* _Task material_:
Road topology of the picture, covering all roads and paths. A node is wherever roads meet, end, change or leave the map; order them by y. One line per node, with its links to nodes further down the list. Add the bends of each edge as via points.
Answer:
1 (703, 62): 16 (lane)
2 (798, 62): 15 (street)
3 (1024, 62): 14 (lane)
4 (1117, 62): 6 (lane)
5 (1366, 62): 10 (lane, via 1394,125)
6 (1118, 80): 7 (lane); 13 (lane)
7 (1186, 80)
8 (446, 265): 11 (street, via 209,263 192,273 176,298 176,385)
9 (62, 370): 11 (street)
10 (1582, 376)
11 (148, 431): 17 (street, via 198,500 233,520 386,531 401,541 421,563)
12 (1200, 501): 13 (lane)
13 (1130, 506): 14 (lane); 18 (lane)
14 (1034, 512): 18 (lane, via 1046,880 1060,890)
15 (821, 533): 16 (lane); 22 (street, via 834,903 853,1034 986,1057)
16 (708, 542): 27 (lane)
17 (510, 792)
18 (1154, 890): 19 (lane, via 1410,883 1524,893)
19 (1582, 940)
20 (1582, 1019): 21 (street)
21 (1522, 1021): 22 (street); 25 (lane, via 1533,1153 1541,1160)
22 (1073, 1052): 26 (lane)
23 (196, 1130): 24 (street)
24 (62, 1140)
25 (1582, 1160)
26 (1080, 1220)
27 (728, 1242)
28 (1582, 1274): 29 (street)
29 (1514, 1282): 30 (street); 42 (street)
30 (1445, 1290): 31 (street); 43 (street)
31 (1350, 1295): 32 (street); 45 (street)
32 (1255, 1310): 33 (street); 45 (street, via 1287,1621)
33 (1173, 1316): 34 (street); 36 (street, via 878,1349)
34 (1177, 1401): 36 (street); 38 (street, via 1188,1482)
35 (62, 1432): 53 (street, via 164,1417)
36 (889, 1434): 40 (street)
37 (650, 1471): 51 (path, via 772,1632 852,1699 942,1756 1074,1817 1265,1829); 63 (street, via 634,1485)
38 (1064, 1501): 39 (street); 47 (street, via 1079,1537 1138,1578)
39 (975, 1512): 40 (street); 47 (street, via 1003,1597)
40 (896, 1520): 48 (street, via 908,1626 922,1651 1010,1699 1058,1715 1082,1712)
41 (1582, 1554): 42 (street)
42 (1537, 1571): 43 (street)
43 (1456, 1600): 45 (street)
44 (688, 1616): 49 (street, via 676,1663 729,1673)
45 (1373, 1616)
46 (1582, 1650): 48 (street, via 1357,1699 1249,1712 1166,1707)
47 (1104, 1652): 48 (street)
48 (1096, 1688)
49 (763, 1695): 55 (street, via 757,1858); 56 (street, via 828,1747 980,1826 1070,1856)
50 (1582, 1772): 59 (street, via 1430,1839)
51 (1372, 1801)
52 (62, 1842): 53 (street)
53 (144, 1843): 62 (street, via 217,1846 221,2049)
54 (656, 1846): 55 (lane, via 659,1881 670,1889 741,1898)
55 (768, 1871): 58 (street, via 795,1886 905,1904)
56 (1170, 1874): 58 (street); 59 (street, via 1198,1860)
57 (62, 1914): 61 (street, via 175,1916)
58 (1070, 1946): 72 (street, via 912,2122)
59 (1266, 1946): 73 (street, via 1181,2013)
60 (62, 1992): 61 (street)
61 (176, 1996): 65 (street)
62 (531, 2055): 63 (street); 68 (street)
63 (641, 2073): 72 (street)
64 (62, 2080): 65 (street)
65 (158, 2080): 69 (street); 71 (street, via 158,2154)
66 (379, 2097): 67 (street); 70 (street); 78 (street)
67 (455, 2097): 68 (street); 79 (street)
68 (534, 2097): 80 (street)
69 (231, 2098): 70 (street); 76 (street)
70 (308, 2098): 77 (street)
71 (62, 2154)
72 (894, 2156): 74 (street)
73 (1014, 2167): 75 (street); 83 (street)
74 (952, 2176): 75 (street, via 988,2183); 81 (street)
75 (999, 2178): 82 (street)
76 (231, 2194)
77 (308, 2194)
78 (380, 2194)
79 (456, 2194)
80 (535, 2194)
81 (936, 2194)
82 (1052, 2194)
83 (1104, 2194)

* _Exercise directions_:
Write every entry out again. Leave each one exactly as it is.

* _Your solution_:
Road topology of the picture, covering all roads and paths. A node is wherever roads meet, end, change or leave the map; order them by y. One line per node, with its links to nodes further down the list. Add the bends of each edge as via points.
Answer:
1 (703, 62): 16 (lane)
2 (798, 62): 15 (street)
3 (1024, 62): 14 (lane)
4 (1117, 62): 6 (lane)
5 (1366, 62): 10 (lane, via 1394,125)
6 (1118, 80): 7 (lane); 13 (lane)
7 (1186, 80)
8 (446, 265): 11 (street, via 209,263 192,273 176,298 176,385)
9 (62, 370): 11 (street)
10 (1582, 376)
11 (148, 431): 17 (street, via 198,500 233,520 386,531 401,541 421,563)
12 (1200, 501): 13 (lane)
13 (1130, 506): 14 (lane); 18 (lane)
14 (1034, 512): 18 (lane, via 1046,880 1060,890)
15 (821, 533): 16 (lane); 22 (street, via 834,903 853,1034 986,1057)
16 (708, 542): 27 (lane)
17 (510, 792)
18 (1154, 890): 19 (lane, via 1410,883 1524,893)
19 (1582, 940)
20 (1582, 1019): 21 (street)
21 (1522, 1021): 22 (street); 25 (lane, via 1533,1153 1541,1160)
22 (1073, 1052): 26 (lane)
23 (196, 1130): 24 (street)
24 (62, 1140)
25 (1582, 1160)
26 (1080, 1220)
27 (728, 1242)
28 (1582, 1274): 29 (street)
29 (1514, 1282): 30 (street); 42 (street)
30 (1445, 1290): 31 (street); 43 (street)
31 (1350, 1295): 32 (street); 45 (street)
32 (1255, 1310): 33 (street); 45 (street, via 1287,1621)
33 (1173, 1316): 34 (street); 36 (street, via 878,1349)
34 (1177, 1401): 36 (street); 38 (street, via 1188,1482)
35 (62, 1432): 53 (street, via 164,1417)
36 (889, 1434): 40 (street)
37 (650, 1471): 51 (path, via 772,1632 852,1699 942,1756 1074,1817 1265,1829); 63 (street, via 634,1485)
38 (1064, 1501): 39 (street); 47 (street, via 1079,1537 1138,1578)
39 (975, 1512): 40 (street); 47 (street, via 1003,1597)
40 (896, 1520): 48 (street, via 908,1626 922,1651 1010,1699 1058,1715 1082,1712)
41 (1582, 1554): 42 (street)
42 (1537, 1571): 43 (street)
43 (1456, 1600): 45 (street)
44 (688, 1616): 49 (street, via 676,1663 729,1673)
45 (1373, 1616)
46 (1582, 1650): 48 (street, via 1357,1699 1249,1712 1166,1707)
47 (1104, 1652): 48 (street)
48 (1096, 1688)
49 (763, 1695): 55 (street, via 757,1858); 56 (street, via 828,1747 980,1826 1070,1856)
50 (1582, 1772): 59 (street, via 1430,1839)
51 (1372, 1801)
52 (62, 1842): 53 (street)
53 (144, 1843): 62 (street, via 217,1846 221,2049)
54 (656, 1846): 55 (lane, via 659,1881 670,1889 741,1898)
55 (768, 1871): 58 (street, via 795,1886 905,1904)
56 (1170, 1874): 58 (street); 59 (street, via 1198,1860)
57 (62, 1914): 61 (street, via 175,1916)
58 (1070, 1946): 72 (street, via 912,2122)
59 (1266, 1946): 73 (street, via 1181,2013)
60 (62, 1992): 61 (street)
61 (176, 1996): 65 (street)
62 (531, 2055): 63 (street); 68 (street)
63 (641, 2073): 72 (street)
64 (62, 2080): 65 (street)
65 (158, 2080): 69 (street); 71 (street, via 158,2154)
66 (379, 2097): 67 (street); 70 (street); 78 (street)
67 (455, 2097): 68 (street); 79 (street)
68 (534, 2097): 80 (street)
69 (231, 2098): 70 (street); 76 (street)
70 (308, 2098): 77 (street)
71 (62, 2154)
72 (894, 2156): 74 (street)
73 (1014, 2167): 75 (street); 83 (street)
74 (952, 2176): 75 (street, via 988,2183); 81 (street)
75 (999, 2178): 82 (street)
76 (231, 2194)
77 (308, 2194)
78 (380, 2194)
79 (456, 2194)
80 (535, 2194)
81 (936, 2194)
82 (1052, 2194)
83 (1104, 2194)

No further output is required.